Work order:
What you give back must match the data character for character.

Recorded data:
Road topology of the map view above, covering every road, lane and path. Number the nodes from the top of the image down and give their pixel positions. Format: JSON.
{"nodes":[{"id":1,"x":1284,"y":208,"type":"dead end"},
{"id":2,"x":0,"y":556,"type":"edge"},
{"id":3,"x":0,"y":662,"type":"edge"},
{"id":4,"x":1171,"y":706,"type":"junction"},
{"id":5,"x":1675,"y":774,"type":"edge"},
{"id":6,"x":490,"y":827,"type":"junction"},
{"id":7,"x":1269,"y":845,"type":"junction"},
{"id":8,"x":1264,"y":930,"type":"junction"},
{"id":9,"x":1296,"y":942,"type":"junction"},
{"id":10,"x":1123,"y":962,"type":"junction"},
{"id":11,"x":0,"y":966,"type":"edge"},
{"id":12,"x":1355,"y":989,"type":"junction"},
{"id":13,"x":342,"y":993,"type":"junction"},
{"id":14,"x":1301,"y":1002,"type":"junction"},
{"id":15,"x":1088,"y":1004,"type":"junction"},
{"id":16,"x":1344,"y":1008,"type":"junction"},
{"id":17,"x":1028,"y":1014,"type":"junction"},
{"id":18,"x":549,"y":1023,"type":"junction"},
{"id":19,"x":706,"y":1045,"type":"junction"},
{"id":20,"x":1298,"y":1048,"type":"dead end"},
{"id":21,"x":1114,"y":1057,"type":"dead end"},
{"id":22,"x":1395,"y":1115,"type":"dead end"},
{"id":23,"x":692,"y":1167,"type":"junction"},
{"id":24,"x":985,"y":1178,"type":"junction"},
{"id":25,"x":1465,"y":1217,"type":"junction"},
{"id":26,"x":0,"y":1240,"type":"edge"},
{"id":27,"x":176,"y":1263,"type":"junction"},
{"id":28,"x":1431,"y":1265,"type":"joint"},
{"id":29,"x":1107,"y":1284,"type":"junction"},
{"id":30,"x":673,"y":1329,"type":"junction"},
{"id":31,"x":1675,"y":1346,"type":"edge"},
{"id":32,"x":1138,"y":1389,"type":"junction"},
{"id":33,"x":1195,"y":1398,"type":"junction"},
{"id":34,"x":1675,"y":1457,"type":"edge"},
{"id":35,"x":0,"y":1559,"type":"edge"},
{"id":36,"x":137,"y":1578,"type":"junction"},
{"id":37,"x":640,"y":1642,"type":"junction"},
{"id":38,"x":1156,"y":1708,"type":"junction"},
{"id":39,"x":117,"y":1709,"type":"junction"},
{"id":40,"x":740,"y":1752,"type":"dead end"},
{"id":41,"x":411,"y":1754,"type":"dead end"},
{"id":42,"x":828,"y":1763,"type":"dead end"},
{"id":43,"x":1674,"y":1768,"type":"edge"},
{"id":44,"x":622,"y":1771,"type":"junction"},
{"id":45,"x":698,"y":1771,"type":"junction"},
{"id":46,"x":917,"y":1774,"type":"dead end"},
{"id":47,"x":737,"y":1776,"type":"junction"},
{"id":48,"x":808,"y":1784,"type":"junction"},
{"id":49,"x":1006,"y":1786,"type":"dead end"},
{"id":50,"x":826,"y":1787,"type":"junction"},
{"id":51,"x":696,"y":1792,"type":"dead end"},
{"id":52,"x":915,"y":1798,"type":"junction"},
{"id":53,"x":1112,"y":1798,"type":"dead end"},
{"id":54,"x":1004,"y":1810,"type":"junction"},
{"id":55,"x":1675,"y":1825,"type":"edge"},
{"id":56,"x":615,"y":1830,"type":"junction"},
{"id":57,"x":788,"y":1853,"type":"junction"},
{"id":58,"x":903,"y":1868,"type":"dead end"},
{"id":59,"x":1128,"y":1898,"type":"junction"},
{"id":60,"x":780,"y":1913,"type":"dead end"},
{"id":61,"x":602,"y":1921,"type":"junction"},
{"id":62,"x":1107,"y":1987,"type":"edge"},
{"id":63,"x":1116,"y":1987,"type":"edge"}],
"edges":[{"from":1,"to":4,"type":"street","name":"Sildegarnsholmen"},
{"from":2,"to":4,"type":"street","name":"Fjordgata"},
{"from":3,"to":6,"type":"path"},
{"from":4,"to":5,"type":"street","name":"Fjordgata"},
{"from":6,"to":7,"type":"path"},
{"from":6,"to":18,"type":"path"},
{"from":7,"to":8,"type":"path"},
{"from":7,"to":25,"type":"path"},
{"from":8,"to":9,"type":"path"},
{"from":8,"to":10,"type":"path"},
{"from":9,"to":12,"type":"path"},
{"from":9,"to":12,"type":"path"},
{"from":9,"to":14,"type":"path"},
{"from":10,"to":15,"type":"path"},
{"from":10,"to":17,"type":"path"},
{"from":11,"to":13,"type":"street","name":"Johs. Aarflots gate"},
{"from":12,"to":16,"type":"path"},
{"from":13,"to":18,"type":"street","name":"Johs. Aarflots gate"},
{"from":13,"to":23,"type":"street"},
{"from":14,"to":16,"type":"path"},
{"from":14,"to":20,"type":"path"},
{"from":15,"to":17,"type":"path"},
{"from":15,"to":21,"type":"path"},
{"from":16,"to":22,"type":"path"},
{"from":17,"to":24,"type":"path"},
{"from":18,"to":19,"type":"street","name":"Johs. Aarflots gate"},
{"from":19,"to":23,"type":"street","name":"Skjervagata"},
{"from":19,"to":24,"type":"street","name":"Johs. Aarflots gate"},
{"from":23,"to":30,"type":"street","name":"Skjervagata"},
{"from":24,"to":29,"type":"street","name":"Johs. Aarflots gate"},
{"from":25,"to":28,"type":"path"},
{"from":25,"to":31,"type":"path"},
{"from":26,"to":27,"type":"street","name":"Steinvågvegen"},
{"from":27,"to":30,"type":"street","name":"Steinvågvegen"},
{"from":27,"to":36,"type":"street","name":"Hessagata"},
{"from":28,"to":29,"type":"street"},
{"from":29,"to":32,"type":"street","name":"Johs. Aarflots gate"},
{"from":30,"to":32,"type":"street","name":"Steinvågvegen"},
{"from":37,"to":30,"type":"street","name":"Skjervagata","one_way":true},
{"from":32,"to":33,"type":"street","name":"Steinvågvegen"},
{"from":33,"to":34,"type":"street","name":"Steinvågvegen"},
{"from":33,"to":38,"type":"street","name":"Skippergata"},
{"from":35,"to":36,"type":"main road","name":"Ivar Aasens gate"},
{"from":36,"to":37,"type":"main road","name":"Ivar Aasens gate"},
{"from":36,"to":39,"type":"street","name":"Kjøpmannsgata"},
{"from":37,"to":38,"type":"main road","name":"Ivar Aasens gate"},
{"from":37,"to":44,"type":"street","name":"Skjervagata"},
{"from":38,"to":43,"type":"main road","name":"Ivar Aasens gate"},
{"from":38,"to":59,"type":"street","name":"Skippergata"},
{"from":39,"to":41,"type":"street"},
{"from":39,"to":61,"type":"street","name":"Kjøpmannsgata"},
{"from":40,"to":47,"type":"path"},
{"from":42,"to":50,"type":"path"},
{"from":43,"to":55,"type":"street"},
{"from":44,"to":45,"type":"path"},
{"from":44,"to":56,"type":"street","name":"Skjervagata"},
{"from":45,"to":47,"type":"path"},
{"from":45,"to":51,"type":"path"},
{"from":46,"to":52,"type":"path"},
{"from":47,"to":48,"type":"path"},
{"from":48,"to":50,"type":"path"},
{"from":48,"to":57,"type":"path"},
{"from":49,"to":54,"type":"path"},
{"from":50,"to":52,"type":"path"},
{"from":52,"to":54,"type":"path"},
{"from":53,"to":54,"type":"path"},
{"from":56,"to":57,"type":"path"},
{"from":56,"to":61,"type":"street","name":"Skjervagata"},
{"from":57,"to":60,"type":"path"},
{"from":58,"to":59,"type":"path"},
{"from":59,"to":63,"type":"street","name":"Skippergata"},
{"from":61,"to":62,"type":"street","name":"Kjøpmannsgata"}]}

Task result:
Road topology of the map view above, covering every road, lane and path. Number the nodes from the top of the image down and give their pixel positions. Format: JSON.
{"nodes":[{"id":1,"x":1284,"y":208,"type":"dead end"},
{"id":2,"x":0,"y":556,"type":"edge"},
{"id":3,"x":0,"y":662,"type":"edge"},
{"id":4,"x":1171,"y":706,"type":"junction"},
{"id":5,"x":1675,"y":774,"type":"edge"},
{"id":6,"x":490,"y":827,"type":"junction"},
{"id":7,"x":1269,"y":845,"type":"junction"},
{"id":8,"x":1264,"y":930,"type":"junction"},
{"id":9,"x":1296,"y":942,"type":"junction"},
{"id":10,"x":1123,"y":962,"type":"junction"},
{"id":11,"x":0,"y":966,"type":"edge"},
{"id":12,"x":1355,"y":989,"type":"junction"},
{"id":13,"x":342,"y":993,"type":"junction"},
{"id":14,"x":1301,"y":1002,"type":"junction"},
{"id":15,"x":1088,"y":1004,"type":"junction"},
{"id":16,"x":1344,"y":1008,"type":"junction"},
{"id":17,"x":1028,"y":1014,"type":"junction"},
{"id":18,"x":549,"y":1023,"type":"junction"},
{"id":19,"x":706,"y":1045,"type":"junction"},
{"id":20,"x":1298,"y":1048,"type":"dead end"},
{"id":21,"x":1114,"y":1057,"type":"dead end"},
{"id":22,"x":1395,"y":1115,"type":"dead end"},
{"id":23,"x":692,"y":1167,"type":"junction"},
{"id":24,"x":985,"y":1178,"type":"junction"},
{"id":25,"x":1465,"y":1217,"type":"junction"},
{"id":26,"x":0,"y":1240,"type":"edge"},
{"id":27,"x":176,"y":1263,"type":"junction"},
{"id":28,"x":1431,"y":1265,"type":"joint"},
{"id":29,"x":1107,"y":1284,"type":"junction"},
{"id":30,"x":673,"y":1329,"type":"junction"},
{"id":31,"x":1675,"y":1346,"type":"edge"},
{"id":32,"x":1138,"y":1389,"type":"junction"},
{"id":33,"x":1195,"y":1398,"type":"junction"},
{"id":34,"x":1675,"y":1457,"type":"edge"},
{"id":35,"x":0,"y":1559,"type":"edge"},
{"id":36,"x":137,"y":1578,"type":"junction"},
{"id":37,"x":640,"y":1642,"type":"junction"},
{"id":38,"x":1156,"y":1708,"type":"junction"},
{"id":39,"x":117,"y":1709,"type":"junction"},
{"id":40,"x":740,"y":1752,"type":"dead end"},
{"id":41,"x":411,"y":1754,"type":"dead end"},
{"id":42,"x":828,"y":1763,"type":"dead end"},
{"id":43,"x":1674,"y":1768,"type":"edge"},
{"id":44,"x":622,"y":1771,"type":"junction"},
{"id":45,"x":698,"y":1771,"type":"junction"},
{"id":46,"x":917,"y":1774,"type":"dead end"},
{"id":47,"x":737,"y":1776,"type":"junction"},
{"id":48,"x":808,"y":1784,"type":"junction"},
{"id":49,"x":1006,"y":1786,"type":"dead end"},
{"id":50,"x":826,"y":1787,"type":"junction"},
{"id":51,"x":696,"y":1792,"type":"dead end"},
{"id":52,"x":915,"y":1798,"type":"junction"},
{"id":53,"x":1112,"y":1798,"type":"dead end"},
{"id":54,"x":1004,"y":1810,"type":"junction"},
{"id":55,"x":1675,"y":1825,"type":"edge"},
{"id":56,"x":615,"y":1830,"type":"junction"},
{"id":57,"x":788,"y":1853,"type":"junction"},
{"id":58,"x":903,"y":1868,"type":"dead end"},
{"id":59,"x":1128,"y":1898,"type":"junction"},
{"id":60,"x":780,"y":1913,"type":"dead end"},
{"id":61,"x":602,"y":1921,"type":"junction"},
{"id":62,"x":1107,"y":1987,"type":"edge"},
{"id":63,"x":1116,"y":1987,"type":"edge"}],
"edges":[{"from":1,"to":4,"type":"street","name":"Sildegarnsholmen"},
{"from":2,"to":4,"type":"street","name":"Fjordgata"},
{"from":3,"to":6,"type":"path"},
{"from":4,"to":5,"type":"street","name":"Fjordgata"},
{"from":6,"to":7,"type":"path"},
{"from":6,"to":18,"type":"path"},
{"from":7,"to":8,"type":"path"},
{"from":7,"to":25,"type":"path"},
{"from":8,"to":9,"type":"path"},
{"from":8,"to":10,"type":"path"},
{"from":9,"to":12,"type":"path"},
{"from":9,"to":12,"type":"path"},
{"from":9,"to":14,"type":"path"},
{"from":10,"to":15,"type":"path"},
{"from":10,"to":17,"type":"path"},
{"from":11,"to":13,"type":"street","name":"Johs. Aarflots gate"},
{"from":12,"to":16,"type":"path"},
{"from":13,"to":18,"type":"street","name":"Johs. Aarflots gate"},
{"from":13,"to":23,"type":"street"},
{"from":14,"to":16,"type":"path"},
{"from":14,"to":20,"type":"path"},
{"from":15,"to":17,"type":"path"},
{"from":15,"to":21,"type":"path"},
{"from":16,"to":22,"type":"path"},
{"from":17,"to":24,"type":"path"},
{"from":18,"to":19,"type":"street","name":"Johs. Aarflots gate"},
{"from":19,"to":23,"type":"street","name":"Skjervagata"},
{"from":19,"to":24,"type":"street","name":"Johs. Aarflots gate"},
{"from":23,"to":30,"type":"street","name":"Skjervagata"},
{"from":24,"to":29,"type":"street","name":"Johs. Aarflots gate"},
{"from":25,"to":28,"type":"path"},
{"from":25,"to":31,"type":"path"},
{"from":26,"to":27,"type":"street","name":"Steinvågvegen"},
{"from":27,"to":30,"type":"street","name":"Steinvågvegen"},
{"from":27,"to":36,"type":"street","name":"Hessagata"},
{"from":28,"to":29,"type":"street"},
{"from":29,"to":32,"type":"street","name":"Johs. Aarflots gate"},
{"from":30,"to":32,"type":"street","name":"Steinvågvegen"},
{"from":37,"to":30,"type":"street","name":"Skjervagata","one_way":true},
{"from":32,"to":33,"type":"street","name":"Steinvågvegen"},
{"from":33,"to":34,"type":"street","name":"Steinvågvegen"},
{"from":33,"to":38,"type":"street","name":"Skippergata"},
{"from":35,"to":36,"type":"main road","name":"Ivar Aasens gate"},
{"from":36,"to":37,"type":"main road","name":"Ivar Aasens gate"},
{"from":36,"to":39,"type":"street","name":"Kjøpmannsgata"},
{"from":37,"to":38,"type":"main road","name":"Ivar Aasens gate"},
{"from":37,"to":44,"type":"street","name":"Skjervagata"},
{"from":38,"to":43,"type":"main road","name":"Ivar Aasens gate"},
{"from":38,"to":59,"type":"street","name":"Skippergata"},
{"from":39,"to":41,"type":"street"},
{"from":39,"to":61,"type":"street","name":"Kjøpmannsgata"},
{"from":40,"to":47,"type":"path"},
{"from":42,"to":50,"type":"path"},
{"from":43,"to":55,"type":"street"},
{"from":44,"to":45,"type":"path"},
{"from":44,"to":56,"type":"street","name":"Skjervagata"},
{"from":45,"to":47,"type":"path"},
{"from":45,"to":51,"type":"path"},
{"from":46,"to":52,"type":"path"},
{"from":47,"to":48,"type":"path"},
{"from":48,"to":50,"type":"path"},
{"from":48,"to":57,"type":"path"},
{"from":49,"to":54,"type":"path"},
{"from":50,"to":52,"type":"path"},
{"from":52,"to":54,"type":"path"},
{"from":53,"to":54,"type":"path"},
{"from":56,"to":57,"type":"path"},
{"from":56,"to":61,"type":"street","name":"Skjervagata"},
{"from":57,"to":60,"type":"path"},
{"from":58,"to":59,"type":"path"},
{"from":59,"to":63,"type":"street","name":"Skippergata"},
{"from":61,"to":62,"type":"street","name":"Kjøpmannsgata"}]}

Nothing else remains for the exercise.